§ TASK STATEMENT
The full set of entries has to be output exactly.

[Excerpts from a dataset]
——————

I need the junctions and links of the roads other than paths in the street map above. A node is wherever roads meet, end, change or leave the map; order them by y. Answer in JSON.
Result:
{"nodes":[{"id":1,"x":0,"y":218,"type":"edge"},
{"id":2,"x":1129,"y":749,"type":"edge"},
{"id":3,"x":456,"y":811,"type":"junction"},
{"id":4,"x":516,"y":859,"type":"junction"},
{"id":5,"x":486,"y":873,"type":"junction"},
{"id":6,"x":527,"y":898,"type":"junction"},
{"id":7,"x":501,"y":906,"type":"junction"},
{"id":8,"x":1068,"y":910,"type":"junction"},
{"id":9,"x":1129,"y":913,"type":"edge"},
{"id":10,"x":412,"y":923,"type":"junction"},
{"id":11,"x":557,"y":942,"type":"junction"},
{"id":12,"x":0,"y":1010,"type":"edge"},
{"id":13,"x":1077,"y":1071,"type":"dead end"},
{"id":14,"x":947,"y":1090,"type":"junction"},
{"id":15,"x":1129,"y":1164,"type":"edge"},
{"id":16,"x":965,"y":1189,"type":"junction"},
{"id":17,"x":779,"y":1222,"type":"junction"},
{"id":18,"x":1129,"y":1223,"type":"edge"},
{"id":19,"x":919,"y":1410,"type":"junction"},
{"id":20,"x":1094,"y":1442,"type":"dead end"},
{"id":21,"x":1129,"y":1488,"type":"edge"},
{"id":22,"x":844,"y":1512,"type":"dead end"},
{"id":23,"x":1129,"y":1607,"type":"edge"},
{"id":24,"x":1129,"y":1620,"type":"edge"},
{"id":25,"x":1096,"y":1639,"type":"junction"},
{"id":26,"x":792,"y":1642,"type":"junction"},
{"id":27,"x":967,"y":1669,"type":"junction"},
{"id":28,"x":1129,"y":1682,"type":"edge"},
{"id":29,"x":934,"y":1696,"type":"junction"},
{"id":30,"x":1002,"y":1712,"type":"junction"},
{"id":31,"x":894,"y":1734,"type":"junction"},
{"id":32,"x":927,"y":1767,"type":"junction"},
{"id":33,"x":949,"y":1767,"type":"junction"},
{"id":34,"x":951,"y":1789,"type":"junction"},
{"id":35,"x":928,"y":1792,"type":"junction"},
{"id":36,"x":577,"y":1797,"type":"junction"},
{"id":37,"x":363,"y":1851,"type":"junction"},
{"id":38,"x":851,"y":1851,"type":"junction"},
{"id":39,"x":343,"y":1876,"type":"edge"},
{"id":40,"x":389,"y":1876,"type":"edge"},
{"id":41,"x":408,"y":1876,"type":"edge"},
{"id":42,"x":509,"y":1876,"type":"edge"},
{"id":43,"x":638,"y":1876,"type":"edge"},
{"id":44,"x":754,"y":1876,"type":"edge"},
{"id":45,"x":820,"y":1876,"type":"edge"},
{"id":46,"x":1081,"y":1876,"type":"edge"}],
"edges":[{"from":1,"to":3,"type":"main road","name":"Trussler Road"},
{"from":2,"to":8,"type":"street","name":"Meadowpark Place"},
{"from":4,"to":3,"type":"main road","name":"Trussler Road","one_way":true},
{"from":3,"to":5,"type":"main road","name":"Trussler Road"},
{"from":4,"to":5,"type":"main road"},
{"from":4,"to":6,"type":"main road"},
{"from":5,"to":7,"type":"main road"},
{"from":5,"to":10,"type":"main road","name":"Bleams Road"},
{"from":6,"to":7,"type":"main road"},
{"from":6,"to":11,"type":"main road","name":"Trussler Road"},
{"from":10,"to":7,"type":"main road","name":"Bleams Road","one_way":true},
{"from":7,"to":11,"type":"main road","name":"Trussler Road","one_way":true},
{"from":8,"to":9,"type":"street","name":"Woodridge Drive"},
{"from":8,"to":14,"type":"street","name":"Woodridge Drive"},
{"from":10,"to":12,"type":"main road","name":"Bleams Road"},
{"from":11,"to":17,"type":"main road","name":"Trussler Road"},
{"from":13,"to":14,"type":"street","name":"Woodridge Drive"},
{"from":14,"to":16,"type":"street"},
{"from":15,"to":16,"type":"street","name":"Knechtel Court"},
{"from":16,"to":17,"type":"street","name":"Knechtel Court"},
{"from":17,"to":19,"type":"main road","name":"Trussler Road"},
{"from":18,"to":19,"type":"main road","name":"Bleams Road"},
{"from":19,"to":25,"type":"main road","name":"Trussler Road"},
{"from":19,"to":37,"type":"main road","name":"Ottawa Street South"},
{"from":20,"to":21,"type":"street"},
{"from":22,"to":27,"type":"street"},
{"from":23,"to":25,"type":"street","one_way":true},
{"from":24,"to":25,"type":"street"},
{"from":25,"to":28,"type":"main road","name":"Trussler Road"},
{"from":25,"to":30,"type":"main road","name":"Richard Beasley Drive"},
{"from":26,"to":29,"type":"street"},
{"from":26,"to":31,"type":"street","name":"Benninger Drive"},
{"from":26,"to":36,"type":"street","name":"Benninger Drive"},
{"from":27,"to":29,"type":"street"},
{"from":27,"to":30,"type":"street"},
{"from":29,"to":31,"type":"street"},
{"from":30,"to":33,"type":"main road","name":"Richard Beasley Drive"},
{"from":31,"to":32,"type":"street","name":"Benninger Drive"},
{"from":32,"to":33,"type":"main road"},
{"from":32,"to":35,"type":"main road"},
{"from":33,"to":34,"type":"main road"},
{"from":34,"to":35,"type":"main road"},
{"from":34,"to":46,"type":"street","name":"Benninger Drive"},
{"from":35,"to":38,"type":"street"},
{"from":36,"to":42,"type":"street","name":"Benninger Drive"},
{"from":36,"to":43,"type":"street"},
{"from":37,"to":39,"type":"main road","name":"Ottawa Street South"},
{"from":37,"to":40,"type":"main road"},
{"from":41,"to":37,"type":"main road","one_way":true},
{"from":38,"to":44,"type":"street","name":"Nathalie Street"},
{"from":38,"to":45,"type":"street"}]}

——————

§ COMPLETED TASK
I need the junctions and links of the roads other than paths in the street map above. A node is wherever roads meet, end, change or leave the map; order them by y. Answer in JSON.
Result:
{"nodes":[{"id":1,"x":0,"y":218,"type":"edge"},
{"id":2,"x":1129,"y":749,"type":"edge"},
{"id":3,"x":456,"y":811,"type":"junction"},
{"id":4,"x":516,"y":859,"type":"junction"},
{"id":5,"x":486,"y":873,"type":"junction"},
{"id":6,"x":527,"y":898,"type":"junction"},
{"id":7,"x":501,"y":906,"type":"junction"},
{"id":8,"x":1068,"y":910,"type":"junction"},
{"id":9,"x":1129,"y":913,"type":"edge"},
{"id":10,"x":412,"y":923,"type":"junction"},
{"id":11,"x":557,"y":942,"type":"junction"},
{"id":12,"x":0,"y":1010,"type":"edge"},
{"id":13,"x":1077,"y":1071,"type":"dead end"},
{"id":14,"x":947,"y":1090,"type":"junction"},
{"id":15,"x":1129,"y":1164,"type":"edge"},
{"id":16,"x":965,"y":1189,"type":"junction"},
{"id":17,"x":779,"y":1222,"type":"junction"},
{"id":18,"x":1129,"y":1223,"type":"edge"},
{"id":19,"x":919,"y":1410,"type":"junction"},
{"id":20,"x":1094,"y":1442,"type":"dead end"},
{"id":21,"x":1129,"y":1488,"type":"edge"},
{"id":22,"x":844,"y":1512,"type":"dead end"},
{"id":23,"x":1129,"y":1607,"type":"edge"},
{"id":24,"x":1129,"y":1620,"type":"edge"},
{"id":25,"x":1096,"y":1639,"type":"junction"},
{"id":26,"x":792,"y":1642,"type":"junction"},
{"id":27,"x":967,"y":1669,"type":"junction"},
{"id":28,"x":1129,"y":1682,"type":"edge"},
{"id":29,"x":934,"y":1696,"type":"junction"},
{"id":30,"x":1002,"y":1712,"type":"junction"},
{"id":31,"x":894,"y":1734,"type":"junction"},
{"id":32,"x":927,"y":1767,"type":"junction"},
{"id":33,"x":949,"y":1767,"type":"junction"},
{"id":34,"x":951,"y":1789,"type":"junction"},
{"id":35,"x":928,"y":1792,"type":"junction"},
{"id":36,"x":577,"y":1797,"type":"junction"},
{"id":37,"x":363,"y":1851,"type":"junction"},
{"id":38,"x":851,"y":1851,"type":"junction"},
{"id":39,"x":343,"y":1876,"type":"edge"},
{"id":40,"x":389,"y":1876,"type":"edge"},
{"id":41,"x":408,"y":1876,"type":"edge"},
{"id":42,"x":509,"y":1876,"type":"edge"},
{"id":43,"x":638,"y":1876,"type":"edge"},
{"id":44,"x":754,"y":1876,"type":"edge"},
{"id":45,"x":820,"y":1876,"type":"edge"},
{"id":46,"x":1081,"y":1876,"type":"edge"}],
"edges":[{"from":1,"to":3,"type":"main road","name":"Trussler Road"},
{"from":2,"to":8,"type":"street","name":"Meadowpark Place"},
{"from":4,"to":3,"type":"main road","name":"Trussler Road","one_way":true},
{"from":3,"to":5,"type":"main road","name":"Trussler Road"},
{"from":4,"to":5,"type":"main road"},
{"from":4,"to":6,"type":"main road"},
{"from":5,"to":7,"type":"main road"},
{"from":5,"to":10,"type":"main road","name":"Bleams Road"},
{"from":6,"to":7,"type":"main road"},
{"from":6,"to":11,"type":"main road","name":"Trussler Road"},
{"from":10,"to":7,"type":"main road","name":"Bleams Road","one_way":true},
{"from":7,"to":11,"type":"main road","name":"Trussler Road","one_way":true},
{"from":8,"to":9,"type":"street","name":"Woodridge Drive"},
{"from":8,"to":14,"type":"street","name":"Woodridge Drive"},
{"from":10,"to":12,"type":"main road","name":"Bleams Road"},
{"from":11,"to":17,"type":"main road","name":"Trussler Road"},
{"from":13,"to":14,"type":"street","name":"Woodridge Drive"},
{"from":14,"to":16,"type":"street"},
{"from":15,"to":16,"type":"street","name":"Knechtel Court"},
{"from":16,"to":17,"type":"street","name":"Knechtel Court"},
{"from":17,"to":19,"type":"main road","name":"Trussler Road"},
{"from":18,"to":19,"type":"main road","name":"Bleams Road"},
{"from":19,"to":25,"type":"main road","name":"Trussler Road"},
{"from":19,"to":37,"type":"main road","name":"Ottawa Street South"},
{"from":20,"to":21,"type":"street"},
{"from":22,"to":27,"type":"street"},
{"from":23,"to":25,"type":"street","one_way":true},
{"from":24,"to":25,"type":"street"},
{"from":25,"to":28,"type":"main road","name":"Trussler Road"},
{"from":25,"to":30,"type":"main road","name":"Richard Beasley Drive"},
{"from":26,"to":29,"type":"street"},
{"from":26,"to":31,"type":"street","name":"Benninger Drive"},
{"from":26,"to":36,"type":"street","name":"Benninger Drive"},
{"from":27,"to":29,"type":"street"},
{"from":27,"to":30,"type":"street"},
{"from":29,"to":31,"type":"street"},
{"from":30,"to":33,"type":"main road","name":"Richard Beasley Drive"},
{"from":31,"to":32,"type":"street","name":"Benninger Drive"},
{"from":32,"to":33,"type":"main road"},
{"from":32,"to":35,"type":"main road"},
{"from":33,"to":34,"type":"main road"},
{"from":34,"to":35,"type":"main road"},
{"from":34,"to":46,"type":"street","name":"Benninger Drive"},
{"from":35,"to":38,"type":"street"},
{"from":36,"to":42,"type":"street","name":"Benninger Drive"},
{"from":36,"to":43,"type":"street"},
{"from":37,"to":39,"type":"main road","name":"Ottawa Street South"},
{"from":37,"to":40,"type":"main road"},
{"from":41,"to":37,"type":"main road","one_way":true},
{"from":38,"to":44,"type":"street","name":"Nathalie Street"},
{"from":38,"to":45,"type":"street"}]}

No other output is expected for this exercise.